* PROBLEM TO SOLVE *
Write out, word for word, every line in the data below from the one containing "ring pip: (122, 161)" to the one containing "ring tip: (193, 194)", both of them included.

* DATA PROVIDED *
*** Block opens ***
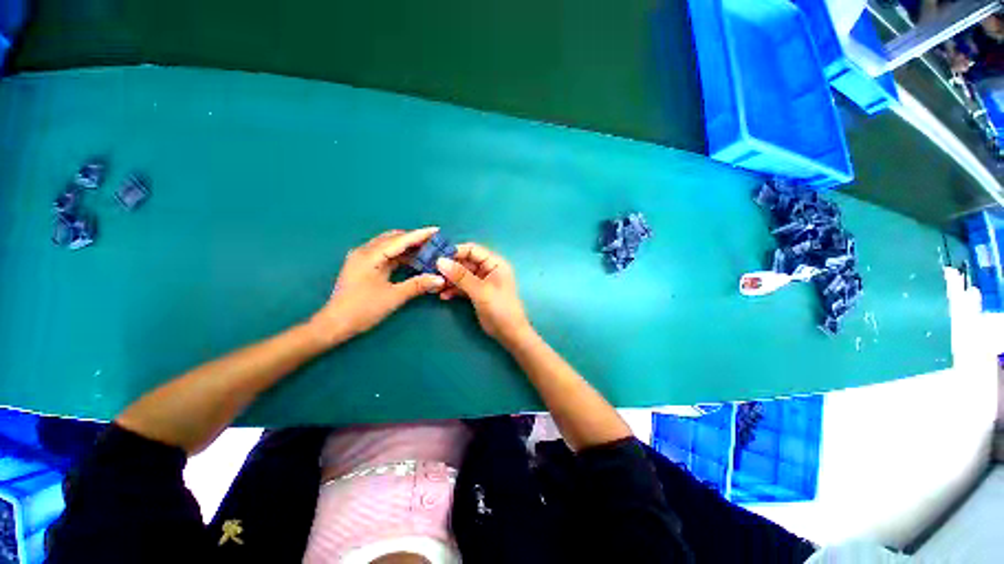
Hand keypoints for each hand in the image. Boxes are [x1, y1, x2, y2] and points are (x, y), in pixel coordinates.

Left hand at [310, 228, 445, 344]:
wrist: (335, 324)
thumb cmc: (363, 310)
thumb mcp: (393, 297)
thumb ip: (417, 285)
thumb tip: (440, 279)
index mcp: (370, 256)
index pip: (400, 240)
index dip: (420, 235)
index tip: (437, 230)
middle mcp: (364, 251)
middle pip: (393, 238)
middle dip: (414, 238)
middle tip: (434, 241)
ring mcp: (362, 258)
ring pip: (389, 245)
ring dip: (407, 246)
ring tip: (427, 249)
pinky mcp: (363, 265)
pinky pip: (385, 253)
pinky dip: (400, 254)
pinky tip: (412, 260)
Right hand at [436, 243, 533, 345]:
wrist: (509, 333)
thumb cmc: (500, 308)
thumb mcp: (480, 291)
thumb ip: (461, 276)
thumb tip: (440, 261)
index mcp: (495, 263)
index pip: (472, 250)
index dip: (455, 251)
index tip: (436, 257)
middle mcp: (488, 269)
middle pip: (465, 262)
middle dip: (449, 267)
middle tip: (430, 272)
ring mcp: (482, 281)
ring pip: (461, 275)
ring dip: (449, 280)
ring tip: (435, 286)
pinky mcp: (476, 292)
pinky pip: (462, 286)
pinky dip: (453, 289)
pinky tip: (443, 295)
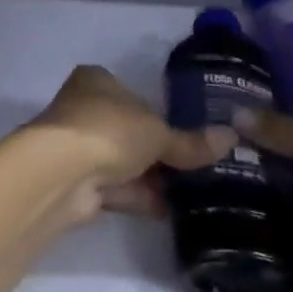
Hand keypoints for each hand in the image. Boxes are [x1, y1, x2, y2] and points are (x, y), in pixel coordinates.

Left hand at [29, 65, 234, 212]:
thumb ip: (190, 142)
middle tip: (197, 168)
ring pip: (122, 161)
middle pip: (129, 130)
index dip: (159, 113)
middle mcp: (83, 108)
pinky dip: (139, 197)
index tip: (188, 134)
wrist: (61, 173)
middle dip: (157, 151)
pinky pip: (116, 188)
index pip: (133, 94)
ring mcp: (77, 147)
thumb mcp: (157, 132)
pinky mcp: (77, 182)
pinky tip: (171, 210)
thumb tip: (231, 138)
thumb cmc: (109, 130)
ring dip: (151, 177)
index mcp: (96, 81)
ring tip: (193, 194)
*** Block closes ***
*** Block opens ***
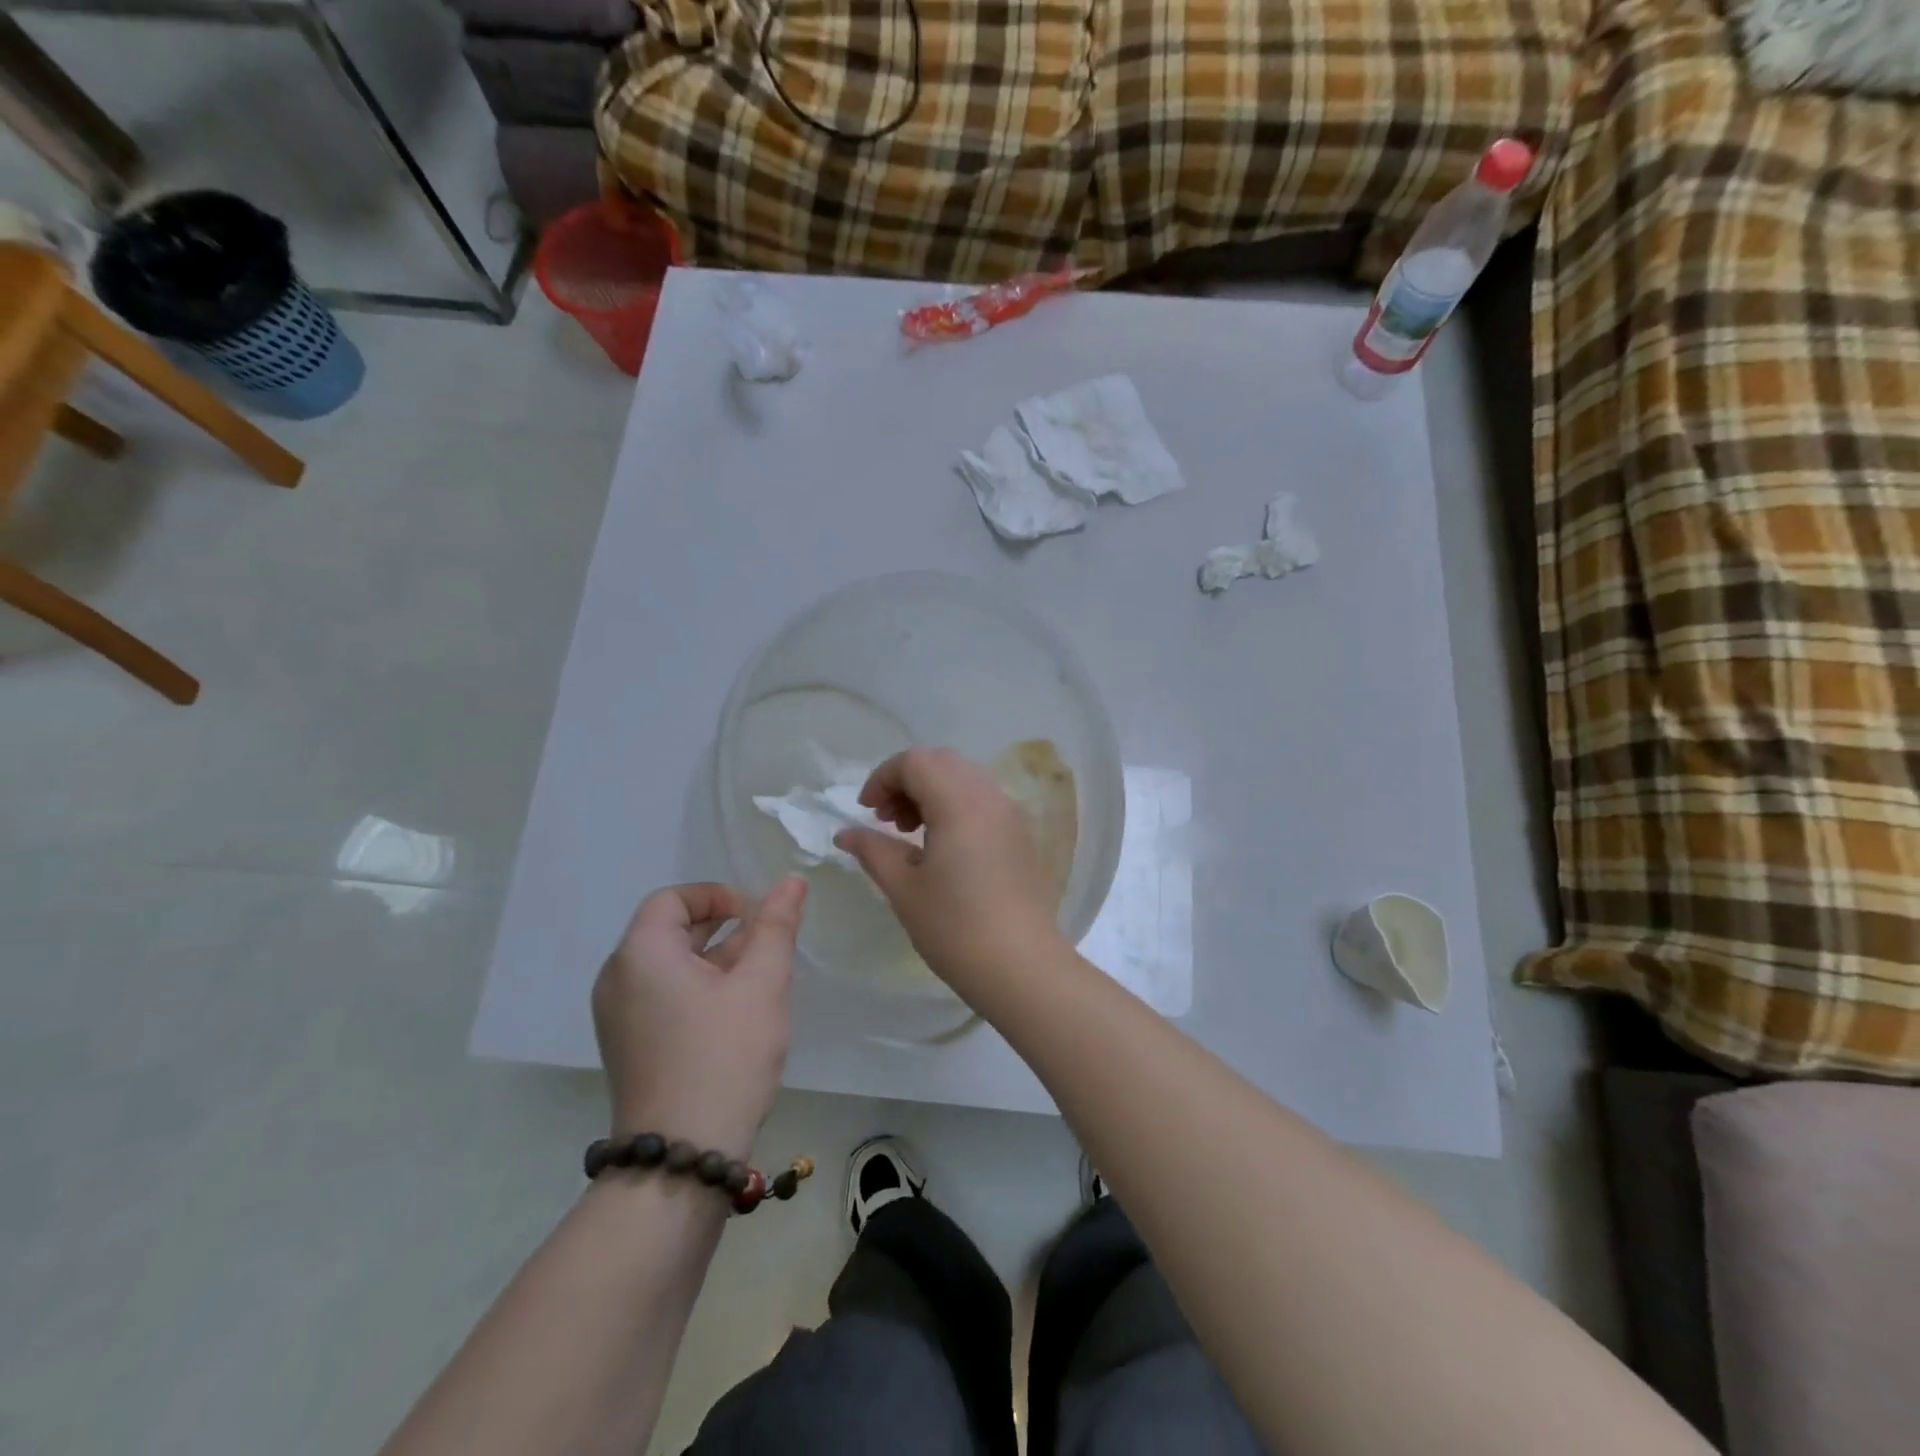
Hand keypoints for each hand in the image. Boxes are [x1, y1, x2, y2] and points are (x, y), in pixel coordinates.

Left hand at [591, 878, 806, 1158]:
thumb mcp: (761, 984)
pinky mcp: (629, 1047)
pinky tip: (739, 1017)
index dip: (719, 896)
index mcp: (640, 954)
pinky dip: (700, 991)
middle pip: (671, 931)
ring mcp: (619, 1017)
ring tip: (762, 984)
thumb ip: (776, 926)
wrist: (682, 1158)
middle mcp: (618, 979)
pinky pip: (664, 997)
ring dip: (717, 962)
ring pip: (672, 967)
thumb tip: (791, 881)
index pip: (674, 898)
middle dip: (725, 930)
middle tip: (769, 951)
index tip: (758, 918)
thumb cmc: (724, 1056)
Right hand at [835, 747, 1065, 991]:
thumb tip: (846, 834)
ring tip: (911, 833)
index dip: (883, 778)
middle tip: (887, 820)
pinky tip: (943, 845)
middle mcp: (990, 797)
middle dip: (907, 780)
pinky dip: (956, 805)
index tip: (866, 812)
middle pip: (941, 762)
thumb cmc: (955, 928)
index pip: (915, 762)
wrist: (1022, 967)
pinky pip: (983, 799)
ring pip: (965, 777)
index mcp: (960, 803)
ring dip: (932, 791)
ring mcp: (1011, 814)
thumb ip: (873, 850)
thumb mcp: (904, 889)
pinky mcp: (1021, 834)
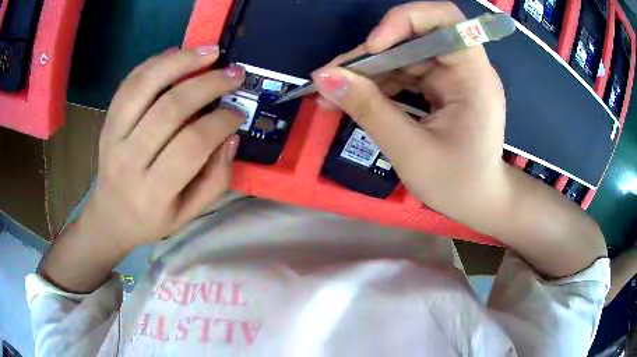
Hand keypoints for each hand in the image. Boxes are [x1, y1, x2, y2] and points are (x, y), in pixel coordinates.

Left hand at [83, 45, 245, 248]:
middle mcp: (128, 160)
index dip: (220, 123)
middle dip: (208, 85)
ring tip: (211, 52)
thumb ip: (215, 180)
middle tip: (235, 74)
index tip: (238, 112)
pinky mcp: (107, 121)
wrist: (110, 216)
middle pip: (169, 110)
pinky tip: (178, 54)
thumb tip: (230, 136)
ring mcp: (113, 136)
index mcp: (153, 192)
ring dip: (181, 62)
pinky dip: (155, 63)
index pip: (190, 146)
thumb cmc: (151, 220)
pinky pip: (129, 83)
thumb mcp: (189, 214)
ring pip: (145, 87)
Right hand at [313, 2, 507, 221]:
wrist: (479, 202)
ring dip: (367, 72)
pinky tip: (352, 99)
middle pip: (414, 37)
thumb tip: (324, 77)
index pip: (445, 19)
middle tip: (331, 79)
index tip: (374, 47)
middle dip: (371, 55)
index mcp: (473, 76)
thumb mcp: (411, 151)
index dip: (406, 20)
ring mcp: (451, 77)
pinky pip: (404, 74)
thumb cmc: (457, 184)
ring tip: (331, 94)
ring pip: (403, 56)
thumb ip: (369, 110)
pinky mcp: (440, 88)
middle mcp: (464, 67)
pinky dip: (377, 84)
*** Block closes ***
* TASK RESULT *
ring pip: (122, 161)
middle pip: (129, 130)
index dip: (159, 113)
middle mcp: (83, 108)
pinky dip: (139, 197)
index tip: (188, 134)
wrist: (61, 173)
middle dip: (157, 151)
pinky pip: (116, 188)
index pip: (133, 94)
ring mcp: (77, 147)
thumb mcp: (157, 132)
pinky mcp: (77, 182)
pinky tip: (171, 210)
thumb tip: (231, 138)
thumb cmc: (109, 130)
ring dip: (151, 177)
index mcp: (96, 81)
ring tip: (193, 194)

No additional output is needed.